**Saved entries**
++++++++

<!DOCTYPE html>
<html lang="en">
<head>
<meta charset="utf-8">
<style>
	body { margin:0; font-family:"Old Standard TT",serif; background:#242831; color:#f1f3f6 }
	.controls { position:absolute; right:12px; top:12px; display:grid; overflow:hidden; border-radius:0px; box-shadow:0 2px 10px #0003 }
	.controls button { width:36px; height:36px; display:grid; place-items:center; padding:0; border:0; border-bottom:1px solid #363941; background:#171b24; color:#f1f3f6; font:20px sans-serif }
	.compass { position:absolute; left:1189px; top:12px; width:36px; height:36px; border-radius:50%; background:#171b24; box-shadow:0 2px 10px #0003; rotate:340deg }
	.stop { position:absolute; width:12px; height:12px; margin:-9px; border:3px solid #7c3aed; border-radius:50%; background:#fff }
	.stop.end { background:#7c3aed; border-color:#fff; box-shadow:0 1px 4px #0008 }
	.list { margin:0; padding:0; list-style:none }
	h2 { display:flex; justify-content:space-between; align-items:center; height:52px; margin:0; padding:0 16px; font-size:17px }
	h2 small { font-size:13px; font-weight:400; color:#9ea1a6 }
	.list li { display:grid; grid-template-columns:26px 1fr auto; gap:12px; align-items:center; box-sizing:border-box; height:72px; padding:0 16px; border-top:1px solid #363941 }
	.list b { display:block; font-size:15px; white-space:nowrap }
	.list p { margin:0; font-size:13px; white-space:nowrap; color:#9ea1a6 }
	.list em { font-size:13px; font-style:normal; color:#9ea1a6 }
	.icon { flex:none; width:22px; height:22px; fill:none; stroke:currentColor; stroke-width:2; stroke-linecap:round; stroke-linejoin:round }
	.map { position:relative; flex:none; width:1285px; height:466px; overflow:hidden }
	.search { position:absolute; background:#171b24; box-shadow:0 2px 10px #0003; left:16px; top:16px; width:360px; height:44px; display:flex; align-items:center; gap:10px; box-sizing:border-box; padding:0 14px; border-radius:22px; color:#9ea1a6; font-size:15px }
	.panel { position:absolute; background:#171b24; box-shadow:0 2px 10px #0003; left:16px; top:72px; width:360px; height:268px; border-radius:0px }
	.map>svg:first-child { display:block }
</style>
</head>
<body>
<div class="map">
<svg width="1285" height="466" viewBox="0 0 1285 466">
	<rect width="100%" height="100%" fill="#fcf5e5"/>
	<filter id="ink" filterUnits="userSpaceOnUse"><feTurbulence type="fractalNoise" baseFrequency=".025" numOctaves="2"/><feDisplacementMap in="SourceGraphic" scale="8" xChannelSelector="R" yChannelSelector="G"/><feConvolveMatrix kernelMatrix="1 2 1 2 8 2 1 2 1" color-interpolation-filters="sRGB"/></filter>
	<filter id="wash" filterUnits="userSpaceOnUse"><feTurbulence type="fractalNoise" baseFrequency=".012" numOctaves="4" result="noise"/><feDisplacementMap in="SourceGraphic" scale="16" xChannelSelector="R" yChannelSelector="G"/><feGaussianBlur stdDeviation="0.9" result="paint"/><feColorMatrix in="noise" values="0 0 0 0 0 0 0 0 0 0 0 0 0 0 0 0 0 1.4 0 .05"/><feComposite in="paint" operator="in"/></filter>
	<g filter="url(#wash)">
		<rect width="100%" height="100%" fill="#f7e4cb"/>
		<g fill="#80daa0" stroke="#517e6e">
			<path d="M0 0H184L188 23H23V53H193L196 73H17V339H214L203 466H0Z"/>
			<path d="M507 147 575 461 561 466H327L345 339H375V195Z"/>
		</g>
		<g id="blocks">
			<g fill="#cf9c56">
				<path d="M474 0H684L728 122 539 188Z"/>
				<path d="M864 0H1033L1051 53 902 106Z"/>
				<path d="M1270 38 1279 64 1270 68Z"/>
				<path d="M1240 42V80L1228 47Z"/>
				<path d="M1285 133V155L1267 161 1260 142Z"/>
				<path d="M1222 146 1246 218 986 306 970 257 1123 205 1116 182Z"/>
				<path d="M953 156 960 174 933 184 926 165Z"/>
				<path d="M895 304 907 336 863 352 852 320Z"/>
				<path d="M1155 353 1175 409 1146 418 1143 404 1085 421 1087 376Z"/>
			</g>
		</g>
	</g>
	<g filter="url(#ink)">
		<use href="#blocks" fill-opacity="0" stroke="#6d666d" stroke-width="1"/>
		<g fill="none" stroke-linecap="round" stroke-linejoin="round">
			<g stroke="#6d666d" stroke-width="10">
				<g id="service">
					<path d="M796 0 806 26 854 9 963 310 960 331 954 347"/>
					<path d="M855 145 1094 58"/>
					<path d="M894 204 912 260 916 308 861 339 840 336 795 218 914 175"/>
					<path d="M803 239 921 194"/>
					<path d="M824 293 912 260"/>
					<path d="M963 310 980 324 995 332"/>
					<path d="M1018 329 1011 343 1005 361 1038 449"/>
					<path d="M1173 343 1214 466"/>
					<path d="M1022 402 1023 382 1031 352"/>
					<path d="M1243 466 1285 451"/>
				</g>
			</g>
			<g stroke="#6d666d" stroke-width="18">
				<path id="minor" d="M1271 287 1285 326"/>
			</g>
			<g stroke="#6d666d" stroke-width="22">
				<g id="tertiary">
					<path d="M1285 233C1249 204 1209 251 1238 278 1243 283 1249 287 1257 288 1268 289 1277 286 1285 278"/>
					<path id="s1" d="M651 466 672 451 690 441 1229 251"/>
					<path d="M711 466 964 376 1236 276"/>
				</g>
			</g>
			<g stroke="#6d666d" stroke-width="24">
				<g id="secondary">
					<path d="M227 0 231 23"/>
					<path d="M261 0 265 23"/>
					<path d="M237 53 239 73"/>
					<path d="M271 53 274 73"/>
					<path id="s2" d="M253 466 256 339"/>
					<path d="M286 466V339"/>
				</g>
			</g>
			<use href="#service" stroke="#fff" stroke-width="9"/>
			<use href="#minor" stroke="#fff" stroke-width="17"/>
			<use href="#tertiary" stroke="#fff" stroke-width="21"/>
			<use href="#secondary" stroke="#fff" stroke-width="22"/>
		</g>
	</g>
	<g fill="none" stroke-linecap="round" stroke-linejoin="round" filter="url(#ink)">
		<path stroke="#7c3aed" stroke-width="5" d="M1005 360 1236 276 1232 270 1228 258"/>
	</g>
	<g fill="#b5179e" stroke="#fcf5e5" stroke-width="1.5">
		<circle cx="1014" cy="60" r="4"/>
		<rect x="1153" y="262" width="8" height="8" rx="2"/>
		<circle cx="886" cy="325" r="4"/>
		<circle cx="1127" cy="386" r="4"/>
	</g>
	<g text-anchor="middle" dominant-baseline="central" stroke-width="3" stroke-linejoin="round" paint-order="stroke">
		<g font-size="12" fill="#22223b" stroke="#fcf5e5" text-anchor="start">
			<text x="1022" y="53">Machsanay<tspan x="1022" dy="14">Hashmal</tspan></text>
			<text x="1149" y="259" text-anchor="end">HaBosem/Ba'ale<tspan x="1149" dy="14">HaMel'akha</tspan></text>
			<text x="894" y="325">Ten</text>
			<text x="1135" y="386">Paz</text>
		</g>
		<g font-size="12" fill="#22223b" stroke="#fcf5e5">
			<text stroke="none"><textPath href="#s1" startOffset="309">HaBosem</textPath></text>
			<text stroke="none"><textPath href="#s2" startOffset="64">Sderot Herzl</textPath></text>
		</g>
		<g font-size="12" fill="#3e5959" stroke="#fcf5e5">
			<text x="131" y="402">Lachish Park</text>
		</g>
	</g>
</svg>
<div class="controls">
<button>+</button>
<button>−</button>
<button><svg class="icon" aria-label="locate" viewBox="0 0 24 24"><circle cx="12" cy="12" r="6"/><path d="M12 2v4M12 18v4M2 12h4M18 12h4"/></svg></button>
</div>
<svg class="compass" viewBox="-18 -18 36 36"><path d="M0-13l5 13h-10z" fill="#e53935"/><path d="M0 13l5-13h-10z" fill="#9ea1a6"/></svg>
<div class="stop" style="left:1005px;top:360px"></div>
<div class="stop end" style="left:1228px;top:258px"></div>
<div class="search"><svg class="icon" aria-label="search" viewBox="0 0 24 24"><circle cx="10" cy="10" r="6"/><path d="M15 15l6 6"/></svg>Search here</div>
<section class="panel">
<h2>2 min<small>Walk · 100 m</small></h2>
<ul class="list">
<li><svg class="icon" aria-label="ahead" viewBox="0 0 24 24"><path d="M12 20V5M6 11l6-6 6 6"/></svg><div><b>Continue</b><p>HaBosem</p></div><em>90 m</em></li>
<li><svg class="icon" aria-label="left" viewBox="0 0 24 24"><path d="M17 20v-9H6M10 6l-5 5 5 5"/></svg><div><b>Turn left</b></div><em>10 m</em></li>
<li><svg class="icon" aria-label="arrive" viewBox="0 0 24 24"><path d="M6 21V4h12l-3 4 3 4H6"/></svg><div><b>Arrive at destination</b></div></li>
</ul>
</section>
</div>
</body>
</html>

++++++++

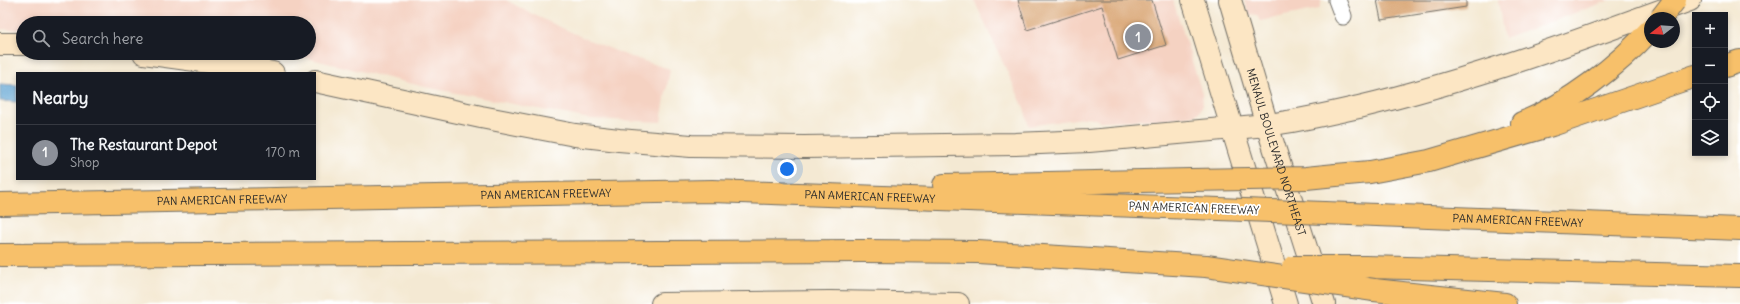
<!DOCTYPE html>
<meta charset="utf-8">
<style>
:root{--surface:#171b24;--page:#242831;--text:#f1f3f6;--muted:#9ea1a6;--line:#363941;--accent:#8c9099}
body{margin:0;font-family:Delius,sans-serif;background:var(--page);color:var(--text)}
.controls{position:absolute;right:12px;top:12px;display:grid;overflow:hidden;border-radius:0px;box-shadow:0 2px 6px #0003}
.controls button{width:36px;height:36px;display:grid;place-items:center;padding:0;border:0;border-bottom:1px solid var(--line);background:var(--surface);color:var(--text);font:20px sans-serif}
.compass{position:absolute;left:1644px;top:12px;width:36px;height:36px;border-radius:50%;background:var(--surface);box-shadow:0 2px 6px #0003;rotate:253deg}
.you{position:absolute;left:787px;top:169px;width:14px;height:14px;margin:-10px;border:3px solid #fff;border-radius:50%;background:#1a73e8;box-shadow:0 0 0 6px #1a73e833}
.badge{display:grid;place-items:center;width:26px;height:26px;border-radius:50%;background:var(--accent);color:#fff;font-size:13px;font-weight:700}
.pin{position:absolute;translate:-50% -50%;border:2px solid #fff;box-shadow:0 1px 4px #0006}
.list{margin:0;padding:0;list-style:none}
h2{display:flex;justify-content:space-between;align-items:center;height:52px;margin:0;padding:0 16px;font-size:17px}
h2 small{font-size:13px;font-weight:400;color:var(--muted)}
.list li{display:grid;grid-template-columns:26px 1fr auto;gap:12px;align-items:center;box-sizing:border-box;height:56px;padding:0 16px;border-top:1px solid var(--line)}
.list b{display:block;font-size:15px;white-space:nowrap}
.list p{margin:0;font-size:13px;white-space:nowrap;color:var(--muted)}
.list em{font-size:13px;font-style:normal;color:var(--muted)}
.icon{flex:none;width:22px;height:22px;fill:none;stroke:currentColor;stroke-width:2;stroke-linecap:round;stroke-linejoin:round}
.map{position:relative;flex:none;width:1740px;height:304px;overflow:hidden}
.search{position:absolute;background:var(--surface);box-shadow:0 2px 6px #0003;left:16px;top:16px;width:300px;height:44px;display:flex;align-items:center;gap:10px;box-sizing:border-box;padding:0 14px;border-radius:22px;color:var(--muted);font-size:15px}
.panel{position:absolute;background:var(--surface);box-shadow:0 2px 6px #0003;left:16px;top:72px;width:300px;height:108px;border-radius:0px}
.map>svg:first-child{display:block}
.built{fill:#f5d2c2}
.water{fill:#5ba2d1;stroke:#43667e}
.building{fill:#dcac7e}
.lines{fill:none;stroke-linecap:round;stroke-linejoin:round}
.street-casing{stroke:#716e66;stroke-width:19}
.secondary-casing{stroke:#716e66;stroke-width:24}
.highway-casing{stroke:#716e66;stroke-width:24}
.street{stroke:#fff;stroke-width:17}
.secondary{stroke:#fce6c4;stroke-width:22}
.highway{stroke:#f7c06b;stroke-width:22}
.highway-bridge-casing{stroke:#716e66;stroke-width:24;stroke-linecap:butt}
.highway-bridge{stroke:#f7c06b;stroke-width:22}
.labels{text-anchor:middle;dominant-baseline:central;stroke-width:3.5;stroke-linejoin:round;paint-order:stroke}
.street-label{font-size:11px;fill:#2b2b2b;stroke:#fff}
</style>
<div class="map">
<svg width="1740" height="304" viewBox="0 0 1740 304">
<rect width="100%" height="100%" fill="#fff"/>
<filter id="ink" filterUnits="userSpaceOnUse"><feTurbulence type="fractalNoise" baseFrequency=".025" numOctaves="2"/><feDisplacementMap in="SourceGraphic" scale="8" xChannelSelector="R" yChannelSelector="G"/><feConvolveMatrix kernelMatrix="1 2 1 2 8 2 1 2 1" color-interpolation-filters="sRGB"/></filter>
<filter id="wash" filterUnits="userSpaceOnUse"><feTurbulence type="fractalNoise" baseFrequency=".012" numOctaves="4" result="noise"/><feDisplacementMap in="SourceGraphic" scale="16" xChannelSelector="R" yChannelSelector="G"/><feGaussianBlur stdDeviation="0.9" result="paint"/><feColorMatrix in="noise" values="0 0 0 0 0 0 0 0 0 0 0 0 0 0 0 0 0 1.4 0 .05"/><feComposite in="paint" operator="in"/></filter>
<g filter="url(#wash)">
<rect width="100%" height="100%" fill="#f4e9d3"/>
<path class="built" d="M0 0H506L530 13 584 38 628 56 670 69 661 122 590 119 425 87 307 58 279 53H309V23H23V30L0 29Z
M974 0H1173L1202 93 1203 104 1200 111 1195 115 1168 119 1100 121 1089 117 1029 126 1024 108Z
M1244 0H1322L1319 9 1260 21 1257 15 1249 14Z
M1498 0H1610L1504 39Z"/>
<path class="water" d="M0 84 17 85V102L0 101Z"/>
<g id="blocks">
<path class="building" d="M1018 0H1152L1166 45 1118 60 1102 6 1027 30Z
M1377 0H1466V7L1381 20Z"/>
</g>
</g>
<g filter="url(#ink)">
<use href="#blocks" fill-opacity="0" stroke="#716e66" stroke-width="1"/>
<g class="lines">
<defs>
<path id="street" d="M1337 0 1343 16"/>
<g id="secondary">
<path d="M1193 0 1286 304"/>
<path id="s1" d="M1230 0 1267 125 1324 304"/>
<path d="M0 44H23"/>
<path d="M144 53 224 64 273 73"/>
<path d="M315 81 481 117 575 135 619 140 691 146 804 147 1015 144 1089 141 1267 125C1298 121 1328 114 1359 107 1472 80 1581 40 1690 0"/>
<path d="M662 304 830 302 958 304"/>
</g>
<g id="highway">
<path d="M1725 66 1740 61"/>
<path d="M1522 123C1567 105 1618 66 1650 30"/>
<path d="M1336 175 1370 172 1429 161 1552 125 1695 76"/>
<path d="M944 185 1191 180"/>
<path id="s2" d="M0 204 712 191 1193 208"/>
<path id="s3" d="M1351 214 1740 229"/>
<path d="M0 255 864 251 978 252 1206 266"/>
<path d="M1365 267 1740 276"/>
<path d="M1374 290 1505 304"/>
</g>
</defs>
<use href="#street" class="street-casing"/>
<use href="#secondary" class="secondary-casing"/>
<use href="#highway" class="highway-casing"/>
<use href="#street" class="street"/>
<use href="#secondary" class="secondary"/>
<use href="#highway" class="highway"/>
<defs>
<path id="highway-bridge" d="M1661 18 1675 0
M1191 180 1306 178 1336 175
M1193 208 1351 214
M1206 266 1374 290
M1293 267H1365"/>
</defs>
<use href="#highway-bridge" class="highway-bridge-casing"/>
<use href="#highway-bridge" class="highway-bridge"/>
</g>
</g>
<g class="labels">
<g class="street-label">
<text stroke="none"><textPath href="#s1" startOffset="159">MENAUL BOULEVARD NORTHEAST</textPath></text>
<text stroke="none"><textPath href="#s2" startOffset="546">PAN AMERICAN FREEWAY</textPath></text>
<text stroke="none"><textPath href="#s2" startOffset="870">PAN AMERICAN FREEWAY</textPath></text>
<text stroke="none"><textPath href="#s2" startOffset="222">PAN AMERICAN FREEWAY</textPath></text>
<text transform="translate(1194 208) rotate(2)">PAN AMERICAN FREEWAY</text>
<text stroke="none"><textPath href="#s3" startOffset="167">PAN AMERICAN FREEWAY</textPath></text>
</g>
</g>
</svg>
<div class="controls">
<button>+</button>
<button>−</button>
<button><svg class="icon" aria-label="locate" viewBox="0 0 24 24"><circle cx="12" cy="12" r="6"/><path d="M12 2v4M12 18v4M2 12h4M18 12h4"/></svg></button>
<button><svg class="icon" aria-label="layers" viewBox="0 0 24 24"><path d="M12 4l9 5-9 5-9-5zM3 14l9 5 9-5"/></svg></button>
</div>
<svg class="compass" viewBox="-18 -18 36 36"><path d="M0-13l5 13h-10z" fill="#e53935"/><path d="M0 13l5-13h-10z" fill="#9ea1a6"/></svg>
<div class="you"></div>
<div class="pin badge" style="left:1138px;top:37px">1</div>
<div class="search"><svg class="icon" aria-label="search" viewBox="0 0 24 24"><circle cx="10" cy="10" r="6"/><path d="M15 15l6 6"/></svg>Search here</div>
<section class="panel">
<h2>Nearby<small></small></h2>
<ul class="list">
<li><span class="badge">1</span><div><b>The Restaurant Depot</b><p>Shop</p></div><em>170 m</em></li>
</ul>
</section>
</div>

++++++++

What is needed is an exact copy of the lines above, from the one containing "background:#7c3aed; border-color:#fff; box-shadow:0" through the one containing "font-size:13px; font-weight:400; color:#9ea1a6", with nothing added.

	.stop.end { background:#7c3aed; border-color:#fff; box-shadow:0 1px 4px #0008 }
	.list { margin:0; padding:0; list-style:none }
	h2 { display:flex; justify-content:space-between; align-items:center; height:52px; margin:0; padding:0 16px; font-size:17px }
	h2 small { font-size:13px; font-weight:400; color:#9ea1a6 }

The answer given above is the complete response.